Things I wish I could tell my husband…
but I can’t because he doesn’t live here and he barely talks to me on the phone anymore, in part because he spent the entire day Sunday asleep and/or nursing a gynormous hangover.
- I am mortified because this… pimple… near my bottom lip. It appears to actually be a cold sore, i.e. herpes virus infestation. And I’ve been kissing the boy about as much as usual, which means at every opportunity. Herpes, at 2 years old? Give me the parenting blue ribbon now!
- This morning, the scale hit 214. (Ok, so maybe I wouldn’t have told my husband about this, but it weighs on my mind.) It’s like, it being so close to 215 really hit me. But, I’ve been saying this since it was… “wow…. 200 lbs!” At least it is getting me out of my current state of denial and back onto the healthy eating bandwagon.

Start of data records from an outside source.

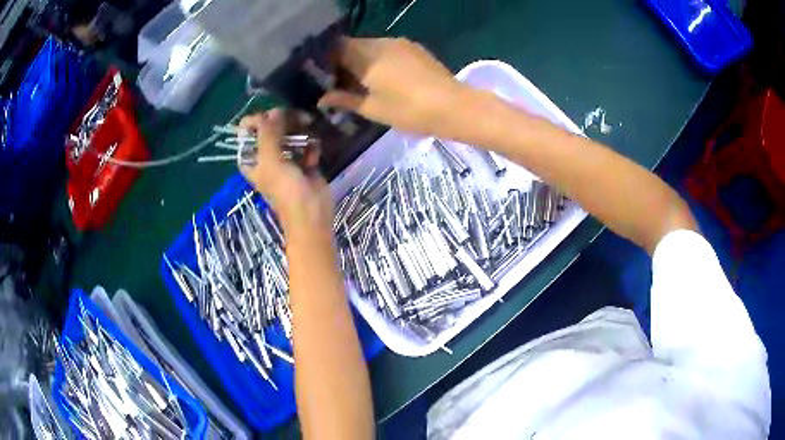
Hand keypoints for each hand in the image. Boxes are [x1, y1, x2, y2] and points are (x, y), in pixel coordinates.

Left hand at [239, 109, 332, 231]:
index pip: (248, 129)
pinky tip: (315, 150)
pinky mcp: (304, 161)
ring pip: (290, 132)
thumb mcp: (271, 161)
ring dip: (300, 128)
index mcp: (251, 158)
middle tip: (298, 118)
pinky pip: (306, 143)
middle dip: (284, 120)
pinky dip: (311, 144)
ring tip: (310, 126)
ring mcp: (286, 158)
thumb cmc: (286, 191)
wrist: (312, 214)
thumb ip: (268, 133)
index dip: (259, 119)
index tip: (274, 118)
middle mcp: (266, 156)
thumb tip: (275, 111)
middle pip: (271, 127)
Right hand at [320, 37, 467, 136]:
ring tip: (363, 82)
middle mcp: (381, 43)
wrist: (454, 106)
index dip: (325, 60)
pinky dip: (379, 59)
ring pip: (370, 46)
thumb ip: (345, 99)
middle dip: (343, 61)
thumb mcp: (373, 109)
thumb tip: (322, 99)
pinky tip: (384, 76)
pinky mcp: (414, 48)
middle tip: (341, 83)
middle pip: (352, 45)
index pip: (335, 47)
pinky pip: (387, 48)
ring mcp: (400, 43)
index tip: (323, 76)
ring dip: (362, 60)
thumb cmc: (409, 111)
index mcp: (366, 56)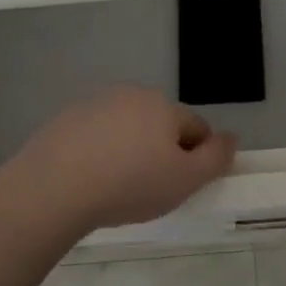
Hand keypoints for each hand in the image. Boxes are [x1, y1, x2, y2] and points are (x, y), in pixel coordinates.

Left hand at [0, 86, 236, 237]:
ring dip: (130, 151)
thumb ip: (216, 158)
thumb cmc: (129, 184)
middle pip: (159, 124)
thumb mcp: (185, 180)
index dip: (198, 157)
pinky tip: (90, 182)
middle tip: (152, 190)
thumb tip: (231, 138)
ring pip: (126, 129)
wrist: (53, 188)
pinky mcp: (65, 121)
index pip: (195, 127)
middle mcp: (131, 95)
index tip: (185, 186)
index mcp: (163, 106)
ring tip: (118, 189)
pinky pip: (95, 137)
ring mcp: (94, 105)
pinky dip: (99, 153)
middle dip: (162, 151)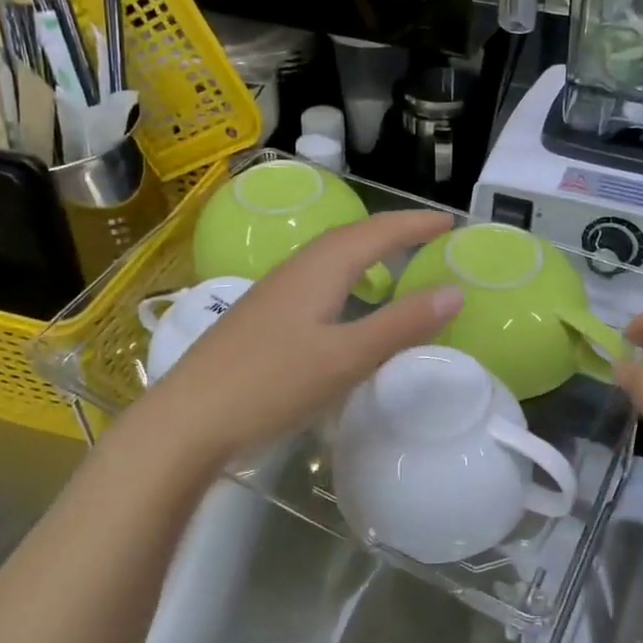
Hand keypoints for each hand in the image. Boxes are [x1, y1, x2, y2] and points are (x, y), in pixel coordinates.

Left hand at [134, 210, 463, 473]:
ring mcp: (273, 294)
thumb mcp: (346, 358)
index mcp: (319, 269)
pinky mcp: (261, 318)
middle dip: (392, 232)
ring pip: (329, 258)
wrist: (187, 419)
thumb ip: (400, 325)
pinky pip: (316, 281)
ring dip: (366, 252)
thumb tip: (454, 291)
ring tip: (393, 263)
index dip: (414, 225)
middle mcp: (295, 270)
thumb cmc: (271, 384)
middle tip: (428, 236)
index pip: (376, 232)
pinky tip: (344, 305)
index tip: (450, 223)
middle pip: (350, 237)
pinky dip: (345, 278)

- Ever since lying out in the sun on vacation, I’ve had this terrible itching (sunburn on my back, and I’ve just sort of been scratching as much as humanly possible. So the other day, I get the idea to actually look at my back, and I see that I’ve got a whole bunch of what look like bug bites up and down the side of my back. Not that this is so shocking, but it’s amazing how out of touch I am with my body, that I didn’t take a look until several days later. (OK, now we’re shifting from “things I’d like to tell my husband” to general thoughts…)
- Today I got the delivery of “The Power of Now” by Eckhart Tolle, and I’m looking forward to checking it out. I’ve been reading about it — and about similar concepts — on a couple of diet blogs, and it seems absolutely up my alley.
Back from vacation
I’ve been off for the last week, and when I say “off,” I mean off work and off any semblance of a diet. The emotional upheaval of ending my time with the visitors (including my hubby) has kept me from jumping back onto the bandwagon immediately, but later today or tomorrow I should be back on course. I am ready.
The good thing, I think, about the time off is that I’ve been doing a lot of thinking about myself, and my body, and about food, and — no surprise here — I’m not happy. I don’t feel like myself lately, in so many ways, and I need to start honoring who I am. It’s coming, that’s for sure. It’s just there are tons of little hurdles along the way.